All lines in the entries below that hold "graph" make up the answer.

(DATA IN THIS EXERCISE begins)

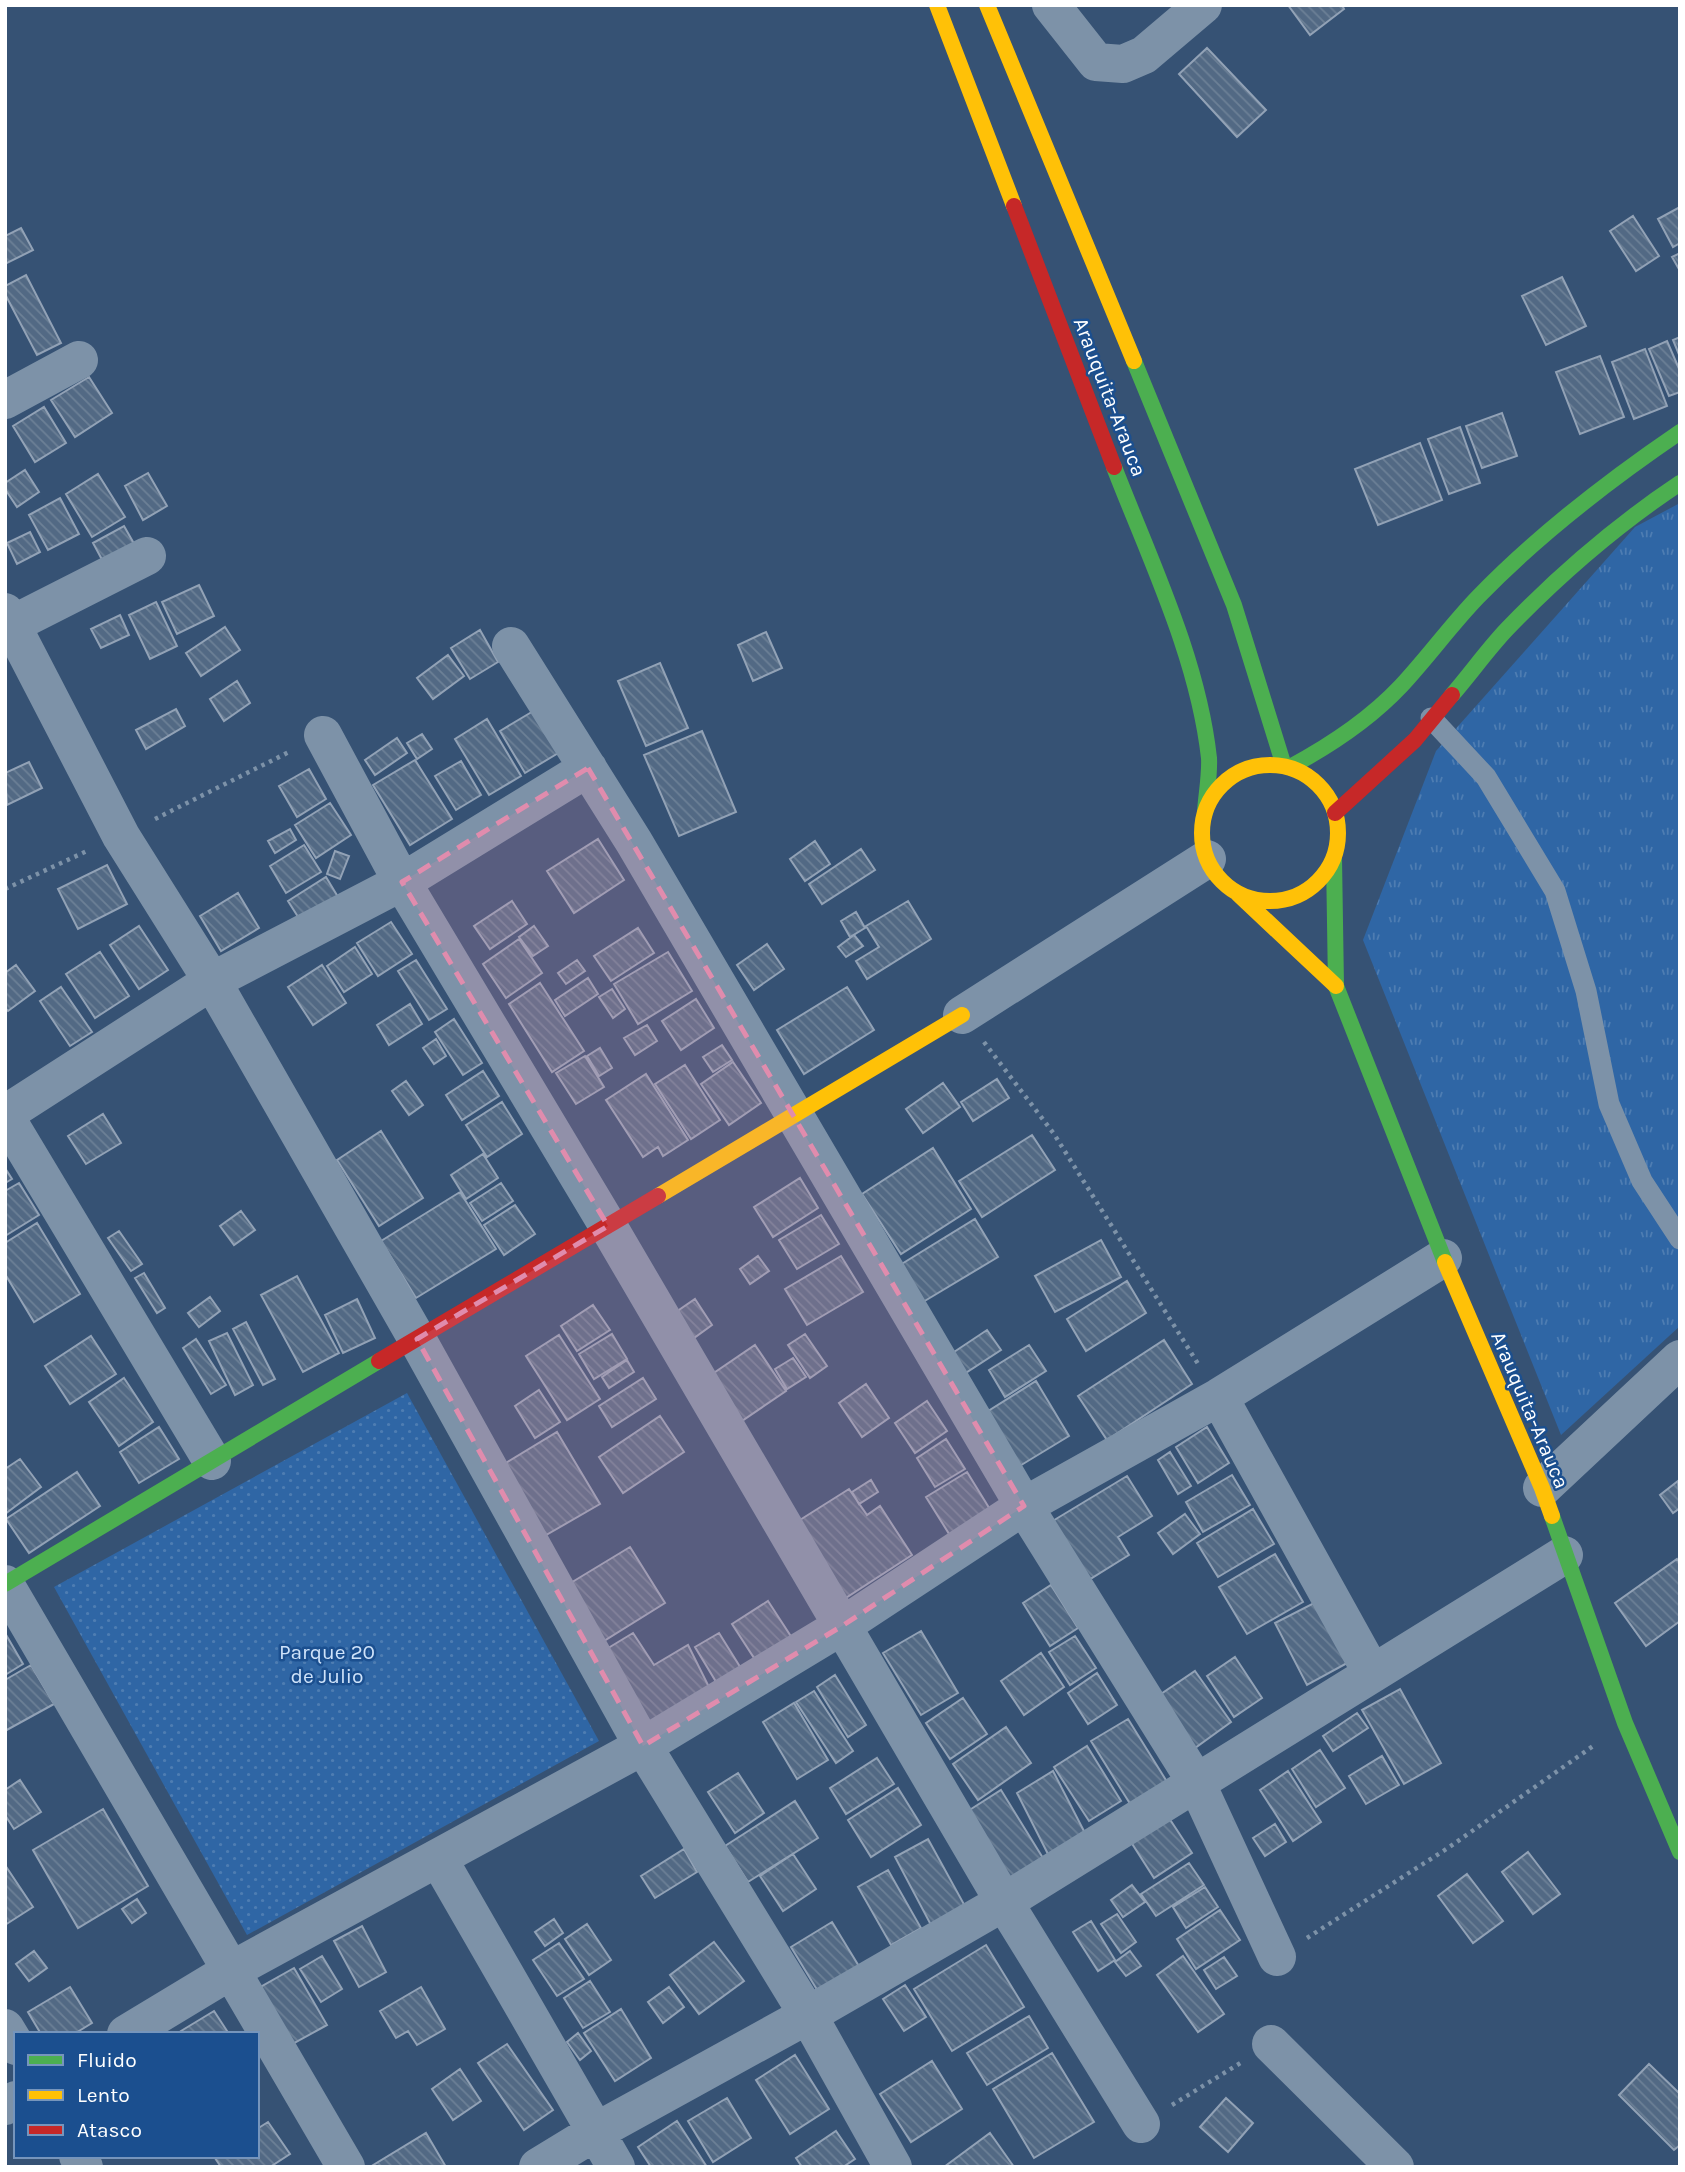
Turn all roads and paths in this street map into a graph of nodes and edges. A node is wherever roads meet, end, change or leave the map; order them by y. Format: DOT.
graph roads {
  1 [pos="937,5"];
  2 [pos="988,5"];
  3 [pos="1051,5"];
  4 [pos="1203,5"];
  5 [pos="79,360"];
  6 [pos="5,400"];
  7 [pos="1680,432"];
  8 [pos="1680,483"];
  9 [pos="147,556"];
  10 [pos="8,621"];
  11 [pos="511,646"];
  12 [pos="1431,718"];
  13 [pos="323,736"];
  14 [pos="1287,766"];
  15 [pos="588,768"];
  16 [pos="1205,812"];
  17 [pos="1335,813"];
  18 [pos="121,836"];
  19 [pos="1334,858"];
  20 [pos="1207,859"];
  21 [pos="402,882"];
  22 [pos="5,889"];
  23 [pos="1238,893"];
  24 [pos="212,981"];
  25 [pos="1336,986"];
  26 [pos="962,1015"];
  27 [pos="5,1115"];
  28 [pos="793,1115"];
  29 [pos="608,1226"];
  30 [pos="1680,1238"];
  31 [pos="1443,1258"];
  32 [pos="417,1339"];
  33 [pos="1680,1359"];
  34 [pos="1219,1397"];
  35 [pos="212,1461"];
  36 [pos="1542,1488"];
  37 [pos="1024,1506"];
  38 [pos="1564,1555"];
  39 [pos="5,1584"];
  40 [pos="842,1626"];
  41 [pos="1372,1673"];
  42 [pos="1625,1723"];
  43 [pos="643,1746"];
  44 [pos="1196,1782"];
  45 [pos="1680,1852"];
  46 [pos="438,1858"];
  47 [pos="1004,1902"];
  48 [pos="1278,1957"];
  49 [pos="232,1970"];
  50 [pos="808,2015"];
  51 [pos="129,2032"];
  52 [pos="1270,2044"];
  53 [pos="1141,2124"];
  54 [pos="597,2131"];
  55 [pos="346,2167"];
  56 [pos="538,2167"];
  57 [pos="616,2167"];
  58 [pos="892,2167"];
  59 [pos="1395,2167"];
  1 -- 16 [label="main road, Arauquita-Arauca"];
  2 -- 14 [label="main road, Arauquita-Arauca"];
  3 -- 4 [label="street"];
  5 -- 6 [label="street"];
  7 -- 14 [label="main road"];
  8 -- 12 [label="main road"];
  9 -- 10 [label="street"];
  10 -- 18 [label="street"];
  11 -- 15 [label="street"];
  12 -- 17 [label="main road"];
  12 -- 30 [label="lane"];
  13 -- 18 [label="path"];
  13 -- 21 [label="street"];
  14 -- 16 [label="main road"];
  14 -- 17 [label="main road"];
  15 -- 21 [label="street"];
  15 -- 28 [label="street"];
  16 -- 20 [label="main road"];
  17 -- 19 [label="main road"];
  18 -- 22 [label="path"];
  18 -- 24 [label="street"];
  19 -- 23 [label="main road"];
  19 -- 25 [label="main road"];
  20 -- 23 [label="main road"];
  20 -- 26 [label="street"];
  21 -- 24 [label="street"];
  21 -- 29 [label="street"];
  23 -- 25 [label="main road"];
  24 -- 27 [label="street"];
  24 -- 32 [label="street"];
  25 -- 31 [label="main road, Arauquita-Arauca"];
  26 -- 28 [label="main road"];
  26 -- 34 [label="path"];
  27 -- 35 [label="street"];
  28 -- 29 [label="main road"];
  28 -- 37 [label="street"];
  29 -- 32 [label="main road"];
  29 -- 40 [label="street"];
  31 -- 34 [label="street"];
  31 -- 36 [label="main road, Arauquita-Arauca"];
  32 -- 35 [label="main road"];
  32 -- 43 [label="street"];
  33 -- 36 [label="street"];
  34 -- 37 [label="street"];
  34 -- 41 [label="street"];
  35 -- 39 [label="main road"];
  36 -- 38 [label="main road, Arauquita-Arauca"];
  37 -- 40 [label="street"];
  37 -- 44 [label="street"];
  38 -- 41 [label="street"];
  38 -- 42 [label="main road, Arauquita-Arauca"];
  39 -- 49 [label="street"];
  40 -- 43 [label="street"];
  40 -- 47 [label="street"];
  41 -- 44 [label="street"];
  42 -- 45 [label="main road, Arauquita-Arauca"];
  42 -- 48 [label="path"];
  43 -- 46 [label="street"];
  43 -- 50 [label="street"];
  44 -- 47 [label="street"];
  44 -- 48 [label="street"];
  46 -- 49 [label="street"];
  46 -- 54 [label="street"];
  47 -- 50 [label="street"];
  47 -- 53 [label="street"];
  49 -- 51 [label="street"];
  49 -- 55 [label="street"];
  50 -- 54 [label="street"];
  50 -- 58 [label="street"];
  52 -- 53 [label="path"];
  52 -- 59 [label="street"];
  54 -- 56 [label="street"];
  54 -- 57 [label="street"];
}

(DATA IN THIS EXERCISE ends)

### ANSWER TO THIS EXERCISE
Turn all roads and paths in this street map into a graph of nodes and edges. A node is wherever roads meet, end, change or leave the map; order them by y. Format: DOT.
graph roads {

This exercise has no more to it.